By John Terauds on September 13, 2012

The Brentano String Quartet broke out of the traditional chamber music programming groove to present a fascinating and frustrating mix of old and new for the opening concert of Music Toronto’s 41st season at the Jane Mallet Theatre on Thursday night.

What we heard covered 500 years of Western music, a fragmentary compilation of Old Master paired with living composer. It was a bold stroke on the part of Princeton University’s quartet in residence as a way to celebrate 20 years together.

The great hope for all involved was that the fragments would add up to more than the sum of their parts. Frequently during the 90-minute concert, they did — but not always.

Although the evening was consistently fascinating and played with remarkable poise, commitment and balance by violinists Mark Steinberg and Serena Canin, violist Misha Amory and cellist Nina Maria Lee, the pieces often left their audience adrift in a sea of musical ideas that were complementary in the eyes of a music analyst, but at odds to the ears of a listener.

Steinberg’s conceit for the whole enterprise was simple enough: To use incomplete pieces by great composers as inspiration for a 21st century creative response. In the programme notes, the violinist described his thinking as the kind of flight of fancy one might have in contemplating an unfinished piece of visual art, or the stone from which is beginning to emerge the shape of a sculpture.

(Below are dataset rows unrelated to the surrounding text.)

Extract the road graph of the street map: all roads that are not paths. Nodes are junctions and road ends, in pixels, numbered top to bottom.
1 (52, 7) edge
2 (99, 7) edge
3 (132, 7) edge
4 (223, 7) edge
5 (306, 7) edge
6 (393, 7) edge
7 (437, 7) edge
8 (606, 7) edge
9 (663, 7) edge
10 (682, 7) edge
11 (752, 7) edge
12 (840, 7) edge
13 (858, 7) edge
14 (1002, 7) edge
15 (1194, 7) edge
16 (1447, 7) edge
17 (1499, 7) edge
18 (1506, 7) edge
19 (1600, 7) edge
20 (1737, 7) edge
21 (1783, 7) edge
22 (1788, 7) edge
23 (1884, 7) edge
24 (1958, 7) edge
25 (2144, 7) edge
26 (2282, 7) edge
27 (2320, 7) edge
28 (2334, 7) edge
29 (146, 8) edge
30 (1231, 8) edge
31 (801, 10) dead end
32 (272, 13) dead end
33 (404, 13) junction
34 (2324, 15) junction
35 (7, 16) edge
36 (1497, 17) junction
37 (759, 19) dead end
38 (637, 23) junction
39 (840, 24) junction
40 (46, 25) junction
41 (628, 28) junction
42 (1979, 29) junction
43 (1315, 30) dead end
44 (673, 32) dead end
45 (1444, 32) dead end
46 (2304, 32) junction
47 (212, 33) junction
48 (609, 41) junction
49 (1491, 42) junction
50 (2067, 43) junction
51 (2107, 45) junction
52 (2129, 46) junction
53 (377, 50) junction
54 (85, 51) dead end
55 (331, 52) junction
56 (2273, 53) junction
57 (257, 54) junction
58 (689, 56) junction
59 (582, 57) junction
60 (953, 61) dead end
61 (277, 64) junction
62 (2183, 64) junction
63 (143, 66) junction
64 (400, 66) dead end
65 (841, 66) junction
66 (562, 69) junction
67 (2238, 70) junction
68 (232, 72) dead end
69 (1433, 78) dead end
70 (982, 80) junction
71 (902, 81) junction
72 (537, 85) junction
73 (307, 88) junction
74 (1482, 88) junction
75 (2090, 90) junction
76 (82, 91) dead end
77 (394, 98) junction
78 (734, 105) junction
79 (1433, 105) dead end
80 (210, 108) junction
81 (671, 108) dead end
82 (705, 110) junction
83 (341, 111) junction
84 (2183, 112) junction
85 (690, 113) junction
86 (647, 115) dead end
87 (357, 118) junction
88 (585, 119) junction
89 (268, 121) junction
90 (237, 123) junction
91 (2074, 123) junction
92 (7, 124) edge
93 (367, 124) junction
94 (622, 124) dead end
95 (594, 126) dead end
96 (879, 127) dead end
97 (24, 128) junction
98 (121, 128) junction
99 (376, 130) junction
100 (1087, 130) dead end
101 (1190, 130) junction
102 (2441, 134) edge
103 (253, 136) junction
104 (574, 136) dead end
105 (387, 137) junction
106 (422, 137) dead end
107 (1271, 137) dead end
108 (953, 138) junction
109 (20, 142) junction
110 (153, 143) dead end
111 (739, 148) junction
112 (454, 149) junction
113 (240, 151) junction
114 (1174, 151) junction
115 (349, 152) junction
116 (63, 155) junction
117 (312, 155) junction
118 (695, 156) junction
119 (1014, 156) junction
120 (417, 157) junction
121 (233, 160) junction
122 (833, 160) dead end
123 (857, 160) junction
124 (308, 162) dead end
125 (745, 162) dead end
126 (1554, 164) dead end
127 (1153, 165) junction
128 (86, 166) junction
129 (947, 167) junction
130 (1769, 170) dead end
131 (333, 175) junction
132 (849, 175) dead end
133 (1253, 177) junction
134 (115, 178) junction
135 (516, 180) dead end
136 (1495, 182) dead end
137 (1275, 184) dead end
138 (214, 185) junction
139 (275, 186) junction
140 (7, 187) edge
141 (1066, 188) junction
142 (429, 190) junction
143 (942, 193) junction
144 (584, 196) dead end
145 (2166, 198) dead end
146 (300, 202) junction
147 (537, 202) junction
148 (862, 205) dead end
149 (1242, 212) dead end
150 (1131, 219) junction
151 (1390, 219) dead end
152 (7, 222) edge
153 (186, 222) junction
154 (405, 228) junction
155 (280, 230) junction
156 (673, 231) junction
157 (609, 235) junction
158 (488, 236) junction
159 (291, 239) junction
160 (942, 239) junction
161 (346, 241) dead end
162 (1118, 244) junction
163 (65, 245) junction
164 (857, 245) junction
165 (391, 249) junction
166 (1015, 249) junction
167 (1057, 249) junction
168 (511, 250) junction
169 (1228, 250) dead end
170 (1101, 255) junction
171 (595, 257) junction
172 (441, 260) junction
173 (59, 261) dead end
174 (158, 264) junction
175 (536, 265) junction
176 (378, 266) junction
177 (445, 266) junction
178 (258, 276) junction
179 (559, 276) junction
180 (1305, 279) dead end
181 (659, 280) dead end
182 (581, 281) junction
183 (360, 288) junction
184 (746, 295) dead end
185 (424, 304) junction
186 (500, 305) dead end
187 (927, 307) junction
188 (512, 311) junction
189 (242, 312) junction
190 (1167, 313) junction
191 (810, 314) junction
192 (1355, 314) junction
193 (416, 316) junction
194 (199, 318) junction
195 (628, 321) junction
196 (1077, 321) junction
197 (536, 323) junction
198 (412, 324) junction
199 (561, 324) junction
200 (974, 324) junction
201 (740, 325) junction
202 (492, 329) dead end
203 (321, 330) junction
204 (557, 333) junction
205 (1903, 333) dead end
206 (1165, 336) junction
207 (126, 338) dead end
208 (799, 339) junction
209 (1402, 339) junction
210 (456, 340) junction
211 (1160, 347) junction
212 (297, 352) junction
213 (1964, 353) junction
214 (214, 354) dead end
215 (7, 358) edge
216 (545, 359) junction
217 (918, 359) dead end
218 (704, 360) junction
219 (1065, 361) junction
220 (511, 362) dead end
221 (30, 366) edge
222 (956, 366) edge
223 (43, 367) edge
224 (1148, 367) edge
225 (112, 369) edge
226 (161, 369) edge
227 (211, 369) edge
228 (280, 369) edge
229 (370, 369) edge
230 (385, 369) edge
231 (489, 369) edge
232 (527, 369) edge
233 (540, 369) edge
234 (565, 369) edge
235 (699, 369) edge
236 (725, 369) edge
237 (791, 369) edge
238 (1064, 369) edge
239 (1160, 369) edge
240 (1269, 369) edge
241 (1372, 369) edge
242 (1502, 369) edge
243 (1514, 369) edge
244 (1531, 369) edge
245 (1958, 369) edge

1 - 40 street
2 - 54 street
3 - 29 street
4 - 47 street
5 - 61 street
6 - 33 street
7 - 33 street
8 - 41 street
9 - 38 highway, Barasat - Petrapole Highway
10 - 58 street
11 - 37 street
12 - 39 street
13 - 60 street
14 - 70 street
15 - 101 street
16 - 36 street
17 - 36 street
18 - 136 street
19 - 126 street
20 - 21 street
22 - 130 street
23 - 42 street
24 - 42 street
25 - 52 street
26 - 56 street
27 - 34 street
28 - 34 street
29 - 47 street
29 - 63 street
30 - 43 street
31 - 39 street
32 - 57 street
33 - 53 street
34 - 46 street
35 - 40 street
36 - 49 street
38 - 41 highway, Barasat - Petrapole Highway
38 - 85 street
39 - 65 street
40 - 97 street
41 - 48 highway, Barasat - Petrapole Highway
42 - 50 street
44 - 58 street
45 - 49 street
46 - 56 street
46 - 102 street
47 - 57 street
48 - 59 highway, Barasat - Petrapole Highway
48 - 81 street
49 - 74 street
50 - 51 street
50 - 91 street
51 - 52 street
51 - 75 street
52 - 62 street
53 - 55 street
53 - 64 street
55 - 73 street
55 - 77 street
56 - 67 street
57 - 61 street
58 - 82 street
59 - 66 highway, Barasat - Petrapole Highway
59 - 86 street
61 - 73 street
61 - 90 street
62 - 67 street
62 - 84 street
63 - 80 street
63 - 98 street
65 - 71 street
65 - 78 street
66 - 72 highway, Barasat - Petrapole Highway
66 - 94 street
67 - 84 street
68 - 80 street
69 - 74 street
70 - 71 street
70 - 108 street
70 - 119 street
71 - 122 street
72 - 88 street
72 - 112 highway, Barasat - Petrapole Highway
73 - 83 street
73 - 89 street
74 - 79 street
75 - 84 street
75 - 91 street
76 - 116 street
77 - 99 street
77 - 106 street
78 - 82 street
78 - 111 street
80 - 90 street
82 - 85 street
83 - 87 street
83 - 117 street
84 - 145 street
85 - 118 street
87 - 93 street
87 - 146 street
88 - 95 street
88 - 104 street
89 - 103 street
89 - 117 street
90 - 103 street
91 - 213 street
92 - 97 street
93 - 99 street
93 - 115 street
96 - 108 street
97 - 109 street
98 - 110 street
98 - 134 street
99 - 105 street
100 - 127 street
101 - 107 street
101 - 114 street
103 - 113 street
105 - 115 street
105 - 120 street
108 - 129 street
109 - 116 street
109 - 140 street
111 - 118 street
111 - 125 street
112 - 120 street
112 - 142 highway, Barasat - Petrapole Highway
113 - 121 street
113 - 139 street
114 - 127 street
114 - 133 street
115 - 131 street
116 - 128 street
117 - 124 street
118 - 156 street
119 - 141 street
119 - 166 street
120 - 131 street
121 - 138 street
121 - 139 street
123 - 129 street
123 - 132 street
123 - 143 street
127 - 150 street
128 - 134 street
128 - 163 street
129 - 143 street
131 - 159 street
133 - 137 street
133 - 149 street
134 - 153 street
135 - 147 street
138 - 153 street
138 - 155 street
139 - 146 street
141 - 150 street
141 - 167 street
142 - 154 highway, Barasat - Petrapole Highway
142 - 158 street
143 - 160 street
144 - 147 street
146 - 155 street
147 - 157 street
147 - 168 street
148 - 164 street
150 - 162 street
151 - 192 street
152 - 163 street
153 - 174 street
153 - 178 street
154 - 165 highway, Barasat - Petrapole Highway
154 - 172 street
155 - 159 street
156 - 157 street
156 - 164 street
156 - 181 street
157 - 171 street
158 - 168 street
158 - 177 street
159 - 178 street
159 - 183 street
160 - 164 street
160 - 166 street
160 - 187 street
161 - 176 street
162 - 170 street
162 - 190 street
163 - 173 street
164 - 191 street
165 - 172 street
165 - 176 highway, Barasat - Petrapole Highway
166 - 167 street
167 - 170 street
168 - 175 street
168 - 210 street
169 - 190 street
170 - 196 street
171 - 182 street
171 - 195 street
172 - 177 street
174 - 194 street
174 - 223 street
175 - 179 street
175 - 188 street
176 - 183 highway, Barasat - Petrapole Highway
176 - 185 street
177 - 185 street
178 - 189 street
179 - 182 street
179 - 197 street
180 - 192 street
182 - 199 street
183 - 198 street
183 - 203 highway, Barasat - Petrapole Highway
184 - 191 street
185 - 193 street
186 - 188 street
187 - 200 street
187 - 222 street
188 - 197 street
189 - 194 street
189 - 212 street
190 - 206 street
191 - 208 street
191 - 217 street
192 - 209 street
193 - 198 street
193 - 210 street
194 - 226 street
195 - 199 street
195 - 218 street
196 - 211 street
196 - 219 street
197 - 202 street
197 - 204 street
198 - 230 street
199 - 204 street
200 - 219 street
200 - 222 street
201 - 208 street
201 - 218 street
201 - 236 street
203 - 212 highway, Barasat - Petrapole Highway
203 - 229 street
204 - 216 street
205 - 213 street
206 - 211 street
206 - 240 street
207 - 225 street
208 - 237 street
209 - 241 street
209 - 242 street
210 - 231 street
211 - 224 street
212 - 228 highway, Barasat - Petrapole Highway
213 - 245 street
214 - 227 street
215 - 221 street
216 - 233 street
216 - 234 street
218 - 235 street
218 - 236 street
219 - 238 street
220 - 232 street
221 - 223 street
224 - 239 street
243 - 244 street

But music is a fickle friend to such nebulous fantasies.

The oldest fragments came from Guillaume Dufay and Josquin des Prez, bits of early-Renaissance Mass threads woven into a new tapestry by veteran composer Charles Wuorinen. Because there was no separate old and new, Wuorinen’s Marian Tropes sounded whole, balanced and self-sufficient as the fascinating homage to 15th century polyphony faded in and out of focus under the composer’s deft pen.

Also carefully shaped and consistent was John Harbison’s exuberant new Finale for Joseph Haydn’s unfinished Op. 103 Quartet in D Minor. Although clearly from a different era in overall sound, the new movement didn’t stray far from Classical-era techniques and forms.

Interesting to hear, yet less satisfying aesthetically were Bruce Adolphe’s response to Franz Schubert’s Quartettsatz in C minor and Sofia Gubaidulina’s extravagantly painful continuation of J.S. Bach’s final Contrapunctus XVIII from The Art of the Fugue. Stephen Hartke wrote a response to a quartet movement by Dmitri Shostakovich that may have had a relationship to the original on paper, but failed to convey it in the hearing.

All three living composers each in their own way tacked their aesthetic onto the programme. That’s what Schubert wrote, Adolphe, Gubaidulina and Hartke seemed to say, but that was then and this is now.

The last piece of the evening, Vijay Iyer’s Mozart Effects, inspired by the shortest fragment of all, ranged and rambled freely once the composer had exploded Mozart’s final cadence in an act of creative repetition. It was nice that this particular act of descruction, followed by clever reconstruction, was laced throughout with a broad sense of humour, which is so apt with the music of Mozart (and Haydn).

On the whole, this was a programme that defies quick summary or analysis. It’s the product of much thought and carful assembly. Although the results were inconsistent, the exercise really did provide a fresh perspective on what we call the classical canon, and how distant its aesthetic often is from our own.

The bonus was hearing all of this at the hands of a superlative foursome, clearly deserving of the great reputation they currently enjoy.